:: Problem to work on ::
Nothing after the line with "p.setAntiAlias(true);" belongs in the copy; extract the lines below from the top through that line, pictures left out.

:: Data items ::
++++++++

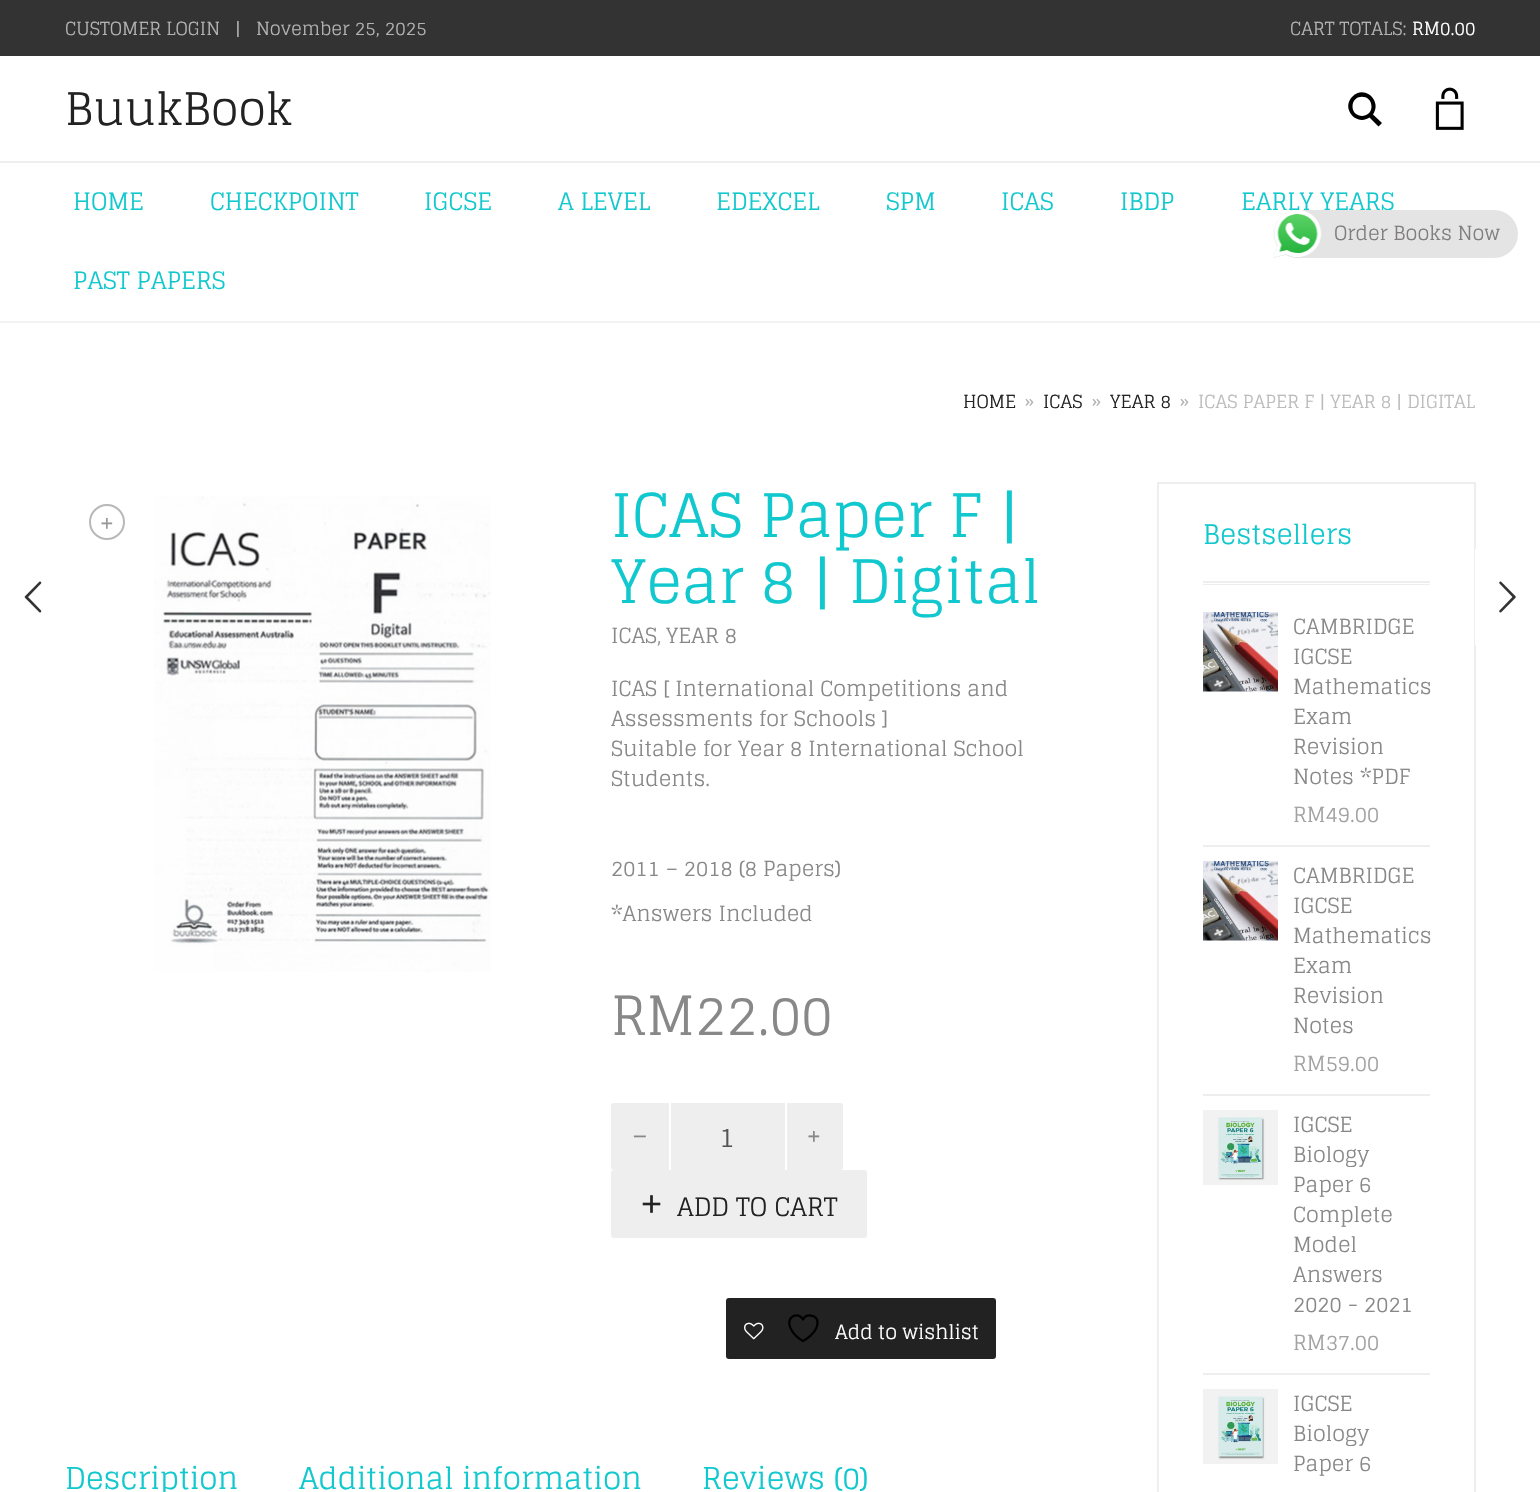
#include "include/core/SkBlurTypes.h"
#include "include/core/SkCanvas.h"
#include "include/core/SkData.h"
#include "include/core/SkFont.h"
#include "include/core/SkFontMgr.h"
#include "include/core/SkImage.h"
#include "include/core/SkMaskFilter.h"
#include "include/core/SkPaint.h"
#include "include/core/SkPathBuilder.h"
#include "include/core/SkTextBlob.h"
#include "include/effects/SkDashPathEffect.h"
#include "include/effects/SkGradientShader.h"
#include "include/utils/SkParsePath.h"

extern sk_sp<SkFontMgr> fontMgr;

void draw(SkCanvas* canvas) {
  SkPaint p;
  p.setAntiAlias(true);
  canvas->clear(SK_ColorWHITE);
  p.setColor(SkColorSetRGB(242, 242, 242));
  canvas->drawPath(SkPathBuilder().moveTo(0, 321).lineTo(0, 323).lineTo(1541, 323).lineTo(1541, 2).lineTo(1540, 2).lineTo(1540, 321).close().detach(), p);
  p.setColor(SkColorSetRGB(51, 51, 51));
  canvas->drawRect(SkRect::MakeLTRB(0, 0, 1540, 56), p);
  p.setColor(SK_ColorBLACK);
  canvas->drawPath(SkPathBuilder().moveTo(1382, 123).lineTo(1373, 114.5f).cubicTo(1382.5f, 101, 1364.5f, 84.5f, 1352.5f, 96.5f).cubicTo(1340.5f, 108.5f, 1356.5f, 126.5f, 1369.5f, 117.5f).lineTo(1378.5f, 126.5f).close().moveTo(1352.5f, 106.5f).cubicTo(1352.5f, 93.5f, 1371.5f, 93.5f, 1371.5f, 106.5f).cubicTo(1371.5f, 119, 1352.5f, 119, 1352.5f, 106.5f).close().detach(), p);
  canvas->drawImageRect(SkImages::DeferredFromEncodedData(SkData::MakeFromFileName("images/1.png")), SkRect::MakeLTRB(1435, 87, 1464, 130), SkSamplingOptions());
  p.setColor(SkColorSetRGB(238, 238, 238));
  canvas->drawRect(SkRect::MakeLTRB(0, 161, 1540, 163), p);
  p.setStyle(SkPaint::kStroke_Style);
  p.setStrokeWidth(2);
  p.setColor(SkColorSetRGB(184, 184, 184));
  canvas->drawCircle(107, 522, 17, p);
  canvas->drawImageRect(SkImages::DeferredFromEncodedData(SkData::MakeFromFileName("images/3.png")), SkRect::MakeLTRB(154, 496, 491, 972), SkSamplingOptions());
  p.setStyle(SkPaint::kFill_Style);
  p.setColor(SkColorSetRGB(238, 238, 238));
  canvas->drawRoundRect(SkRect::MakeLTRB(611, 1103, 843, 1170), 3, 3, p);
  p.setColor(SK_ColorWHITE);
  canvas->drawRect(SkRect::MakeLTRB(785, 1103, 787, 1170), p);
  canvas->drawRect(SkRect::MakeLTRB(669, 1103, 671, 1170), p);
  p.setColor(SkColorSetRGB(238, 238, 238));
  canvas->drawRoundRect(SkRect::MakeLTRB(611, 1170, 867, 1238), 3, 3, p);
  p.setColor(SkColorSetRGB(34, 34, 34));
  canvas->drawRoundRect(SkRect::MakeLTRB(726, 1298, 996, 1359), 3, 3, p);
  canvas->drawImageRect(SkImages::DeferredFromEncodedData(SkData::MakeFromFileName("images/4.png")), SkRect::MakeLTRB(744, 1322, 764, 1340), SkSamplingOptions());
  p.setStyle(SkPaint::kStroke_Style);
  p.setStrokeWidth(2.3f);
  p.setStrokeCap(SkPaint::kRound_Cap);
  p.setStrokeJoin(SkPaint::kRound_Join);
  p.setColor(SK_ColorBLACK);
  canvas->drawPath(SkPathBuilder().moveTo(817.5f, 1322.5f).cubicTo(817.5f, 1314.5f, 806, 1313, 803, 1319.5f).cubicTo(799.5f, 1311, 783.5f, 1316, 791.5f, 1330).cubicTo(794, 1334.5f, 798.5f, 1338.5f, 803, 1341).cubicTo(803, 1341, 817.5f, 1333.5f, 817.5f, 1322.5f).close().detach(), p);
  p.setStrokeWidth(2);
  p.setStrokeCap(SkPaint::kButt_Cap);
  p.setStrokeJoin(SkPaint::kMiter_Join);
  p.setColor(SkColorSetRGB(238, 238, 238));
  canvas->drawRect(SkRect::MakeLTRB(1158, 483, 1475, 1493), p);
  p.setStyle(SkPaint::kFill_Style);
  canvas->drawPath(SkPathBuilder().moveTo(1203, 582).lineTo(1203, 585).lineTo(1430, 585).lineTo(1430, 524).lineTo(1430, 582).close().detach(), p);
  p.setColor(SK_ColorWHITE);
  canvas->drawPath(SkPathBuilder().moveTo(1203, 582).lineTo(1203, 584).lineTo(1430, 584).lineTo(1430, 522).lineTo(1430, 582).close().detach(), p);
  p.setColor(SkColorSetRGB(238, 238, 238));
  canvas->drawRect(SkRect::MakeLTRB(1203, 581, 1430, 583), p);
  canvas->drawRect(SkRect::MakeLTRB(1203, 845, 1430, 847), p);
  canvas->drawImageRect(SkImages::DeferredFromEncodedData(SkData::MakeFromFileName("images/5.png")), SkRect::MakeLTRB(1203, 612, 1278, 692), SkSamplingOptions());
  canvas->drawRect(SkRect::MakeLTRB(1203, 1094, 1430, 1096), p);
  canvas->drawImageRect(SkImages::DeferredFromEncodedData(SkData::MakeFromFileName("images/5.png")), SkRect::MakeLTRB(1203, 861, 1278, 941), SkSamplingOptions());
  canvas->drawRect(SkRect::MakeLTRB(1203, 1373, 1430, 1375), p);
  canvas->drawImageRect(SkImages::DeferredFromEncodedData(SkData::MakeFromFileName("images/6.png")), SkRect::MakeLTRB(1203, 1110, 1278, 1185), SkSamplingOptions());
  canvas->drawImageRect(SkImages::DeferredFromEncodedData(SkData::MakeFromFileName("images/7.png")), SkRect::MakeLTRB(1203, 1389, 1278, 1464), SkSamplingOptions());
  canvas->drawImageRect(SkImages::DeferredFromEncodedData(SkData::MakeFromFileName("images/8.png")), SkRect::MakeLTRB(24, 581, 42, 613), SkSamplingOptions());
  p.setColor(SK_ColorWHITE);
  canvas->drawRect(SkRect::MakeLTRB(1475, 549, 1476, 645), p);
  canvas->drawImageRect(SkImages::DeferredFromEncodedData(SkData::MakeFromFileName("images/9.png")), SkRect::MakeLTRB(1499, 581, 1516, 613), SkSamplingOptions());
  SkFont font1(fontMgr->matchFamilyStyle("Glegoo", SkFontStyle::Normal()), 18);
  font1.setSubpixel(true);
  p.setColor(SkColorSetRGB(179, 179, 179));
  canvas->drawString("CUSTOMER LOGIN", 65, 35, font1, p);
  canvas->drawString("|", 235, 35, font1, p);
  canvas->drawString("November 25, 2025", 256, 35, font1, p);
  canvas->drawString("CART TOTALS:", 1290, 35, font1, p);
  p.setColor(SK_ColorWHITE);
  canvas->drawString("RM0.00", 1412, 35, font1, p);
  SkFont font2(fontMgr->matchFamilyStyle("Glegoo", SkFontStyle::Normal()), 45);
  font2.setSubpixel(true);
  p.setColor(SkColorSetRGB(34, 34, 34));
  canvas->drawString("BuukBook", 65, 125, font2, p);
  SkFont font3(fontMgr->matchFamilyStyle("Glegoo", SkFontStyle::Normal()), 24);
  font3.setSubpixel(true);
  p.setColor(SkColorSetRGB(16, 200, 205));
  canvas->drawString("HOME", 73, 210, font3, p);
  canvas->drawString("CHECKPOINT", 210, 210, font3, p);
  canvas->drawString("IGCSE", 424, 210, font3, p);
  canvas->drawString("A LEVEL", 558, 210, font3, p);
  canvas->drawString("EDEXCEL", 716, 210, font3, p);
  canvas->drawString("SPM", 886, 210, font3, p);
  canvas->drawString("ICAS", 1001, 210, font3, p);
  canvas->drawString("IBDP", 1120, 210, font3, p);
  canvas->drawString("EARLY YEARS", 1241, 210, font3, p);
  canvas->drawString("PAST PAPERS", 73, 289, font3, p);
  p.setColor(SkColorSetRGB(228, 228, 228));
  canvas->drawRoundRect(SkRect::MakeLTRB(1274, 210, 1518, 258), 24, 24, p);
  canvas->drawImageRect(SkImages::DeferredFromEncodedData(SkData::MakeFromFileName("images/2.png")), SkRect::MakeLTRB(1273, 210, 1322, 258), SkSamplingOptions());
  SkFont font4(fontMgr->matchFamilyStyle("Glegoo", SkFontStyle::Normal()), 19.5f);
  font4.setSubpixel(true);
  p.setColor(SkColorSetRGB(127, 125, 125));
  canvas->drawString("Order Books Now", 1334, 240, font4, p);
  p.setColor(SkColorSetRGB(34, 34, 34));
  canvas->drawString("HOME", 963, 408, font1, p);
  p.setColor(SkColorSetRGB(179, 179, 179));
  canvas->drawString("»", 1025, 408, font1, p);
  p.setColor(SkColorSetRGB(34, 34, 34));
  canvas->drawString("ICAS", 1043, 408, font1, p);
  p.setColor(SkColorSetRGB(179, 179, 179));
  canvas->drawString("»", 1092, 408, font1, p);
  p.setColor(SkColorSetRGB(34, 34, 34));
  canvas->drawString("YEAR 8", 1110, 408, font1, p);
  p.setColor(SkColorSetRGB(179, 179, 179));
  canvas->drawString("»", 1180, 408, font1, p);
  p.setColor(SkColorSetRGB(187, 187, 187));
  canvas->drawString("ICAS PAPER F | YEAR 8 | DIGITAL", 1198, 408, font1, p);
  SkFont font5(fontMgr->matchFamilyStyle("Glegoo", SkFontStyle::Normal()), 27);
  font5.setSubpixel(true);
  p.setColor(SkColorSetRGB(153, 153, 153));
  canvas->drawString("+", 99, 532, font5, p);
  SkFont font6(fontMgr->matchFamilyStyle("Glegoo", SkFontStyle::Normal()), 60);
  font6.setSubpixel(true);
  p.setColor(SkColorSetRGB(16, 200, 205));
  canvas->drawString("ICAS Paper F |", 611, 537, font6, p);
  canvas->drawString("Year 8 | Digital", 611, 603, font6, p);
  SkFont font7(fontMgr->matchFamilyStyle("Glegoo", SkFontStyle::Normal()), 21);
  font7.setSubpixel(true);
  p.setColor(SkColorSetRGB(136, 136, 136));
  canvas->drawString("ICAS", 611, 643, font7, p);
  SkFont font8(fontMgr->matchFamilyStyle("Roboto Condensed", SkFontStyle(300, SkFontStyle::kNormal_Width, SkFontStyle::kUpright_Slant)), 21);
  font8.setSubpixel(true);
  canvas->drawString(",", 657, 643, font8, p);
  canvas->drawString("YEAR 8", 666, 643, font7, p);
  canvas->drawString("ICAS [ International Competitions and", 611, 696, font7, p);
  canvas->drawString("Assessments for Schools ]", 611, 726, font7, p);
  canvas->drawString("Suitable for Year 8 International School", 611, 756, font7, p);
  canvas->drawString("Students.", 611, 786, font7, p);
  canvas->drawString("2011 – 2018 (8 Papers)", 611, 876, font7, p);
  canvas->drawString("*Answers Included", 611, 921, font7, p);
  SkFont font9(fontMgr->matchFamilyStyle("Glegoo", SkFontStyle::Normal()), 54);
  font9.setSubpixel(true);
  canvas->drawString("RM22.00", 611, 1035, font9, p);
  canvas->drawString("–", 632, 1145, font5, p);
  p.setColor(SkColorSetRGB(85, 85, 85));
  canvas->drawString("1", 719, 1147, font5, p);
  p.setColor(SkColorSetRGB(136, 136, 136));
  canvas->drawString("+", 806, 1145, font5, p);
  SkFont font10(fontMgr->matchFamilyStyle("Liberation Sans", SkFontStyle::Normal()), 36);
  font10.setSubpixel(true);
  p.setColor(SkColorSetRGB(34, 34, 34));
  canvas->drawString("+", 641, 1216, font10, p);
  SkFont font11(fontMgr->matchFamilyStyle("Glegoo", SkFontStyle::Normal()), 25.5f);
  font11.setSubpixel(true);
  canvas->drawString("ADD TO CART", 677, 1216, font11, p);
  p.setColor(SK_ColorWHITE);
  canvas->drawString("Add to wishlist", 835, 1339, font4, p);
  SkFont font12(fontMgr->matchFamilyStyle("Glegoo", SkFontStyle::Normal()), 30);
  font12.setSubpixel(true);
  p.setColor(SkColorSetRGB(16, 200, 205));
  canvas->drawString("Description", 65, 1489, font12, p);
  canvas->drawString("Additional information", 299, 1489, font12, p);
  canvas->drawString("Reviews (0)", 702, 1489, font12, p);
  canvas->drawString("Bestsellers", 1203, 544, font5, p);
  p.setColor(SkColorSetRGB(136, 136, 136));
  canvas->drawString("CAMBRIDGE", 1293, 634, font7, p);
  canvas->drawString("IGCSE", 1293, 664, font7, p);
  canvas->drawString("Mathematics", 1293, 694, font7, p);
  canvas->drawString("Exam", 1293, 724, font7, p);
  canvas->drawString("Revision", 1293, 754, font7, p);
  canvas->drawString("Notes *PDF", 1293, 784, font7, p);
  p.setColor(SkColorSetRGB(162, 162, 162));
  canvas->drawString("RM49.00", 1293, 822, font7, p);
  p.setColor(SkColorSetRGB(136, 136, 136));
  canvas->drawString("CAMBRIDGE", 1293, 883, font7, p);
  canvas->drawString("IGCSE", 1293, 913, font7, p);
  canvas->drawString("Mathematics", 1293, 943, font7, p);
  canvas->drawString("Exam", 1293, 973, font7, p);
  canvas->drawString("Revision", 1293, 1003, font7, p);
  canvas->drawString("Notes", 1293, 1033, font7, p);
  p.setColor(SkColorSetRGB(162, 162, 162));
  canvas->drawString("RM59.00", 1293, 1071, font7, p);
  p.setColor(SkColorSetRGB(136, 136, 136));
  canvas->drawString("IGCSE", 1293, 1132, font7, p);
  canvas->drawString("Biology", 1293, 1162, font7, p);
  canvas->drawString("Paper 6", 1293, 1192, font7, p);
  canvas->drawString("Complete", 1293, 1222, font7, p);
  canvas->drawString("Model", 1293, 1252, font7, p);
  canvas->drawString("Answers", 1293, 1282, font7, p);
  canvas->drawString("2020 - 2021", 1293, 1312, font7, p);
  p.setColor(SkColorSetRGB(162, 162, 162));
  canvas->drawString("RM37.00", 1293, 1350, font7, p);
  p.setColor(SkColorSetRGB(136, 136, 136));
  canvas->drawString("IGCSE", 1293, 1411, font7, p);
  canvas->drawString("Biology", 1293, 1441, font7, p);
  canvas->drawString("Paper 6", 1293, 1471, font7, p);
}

++++++++

:: Expected answer ::
#include "include/core/SkBlurTypes.h"
#include "include/core/SkCanvas.h"
#include "include/core/SkData.h"
#include "include/core/SkFont.h"
#include "include/core/SkFontMgr.h"
#include "include/core/SkImage.h"
#include "include/core/SkMaskFilter.h"
#include "include/core/SkPaint.h"
#include "include/core/SkPathBuilder.h"
#include "include/core/SkTextBlob.h"
#include "include/effects/SkDashPathEffect.h"
#include "include/effects/SkGradientShader.h"
#include "include/utils/SkParsePath.h"

extern sk_sp<SkFontMgr> fontMgr;

void draw(SkCanvas* canvas) {
  SkPaint p;
  p.setAntiAlias(true);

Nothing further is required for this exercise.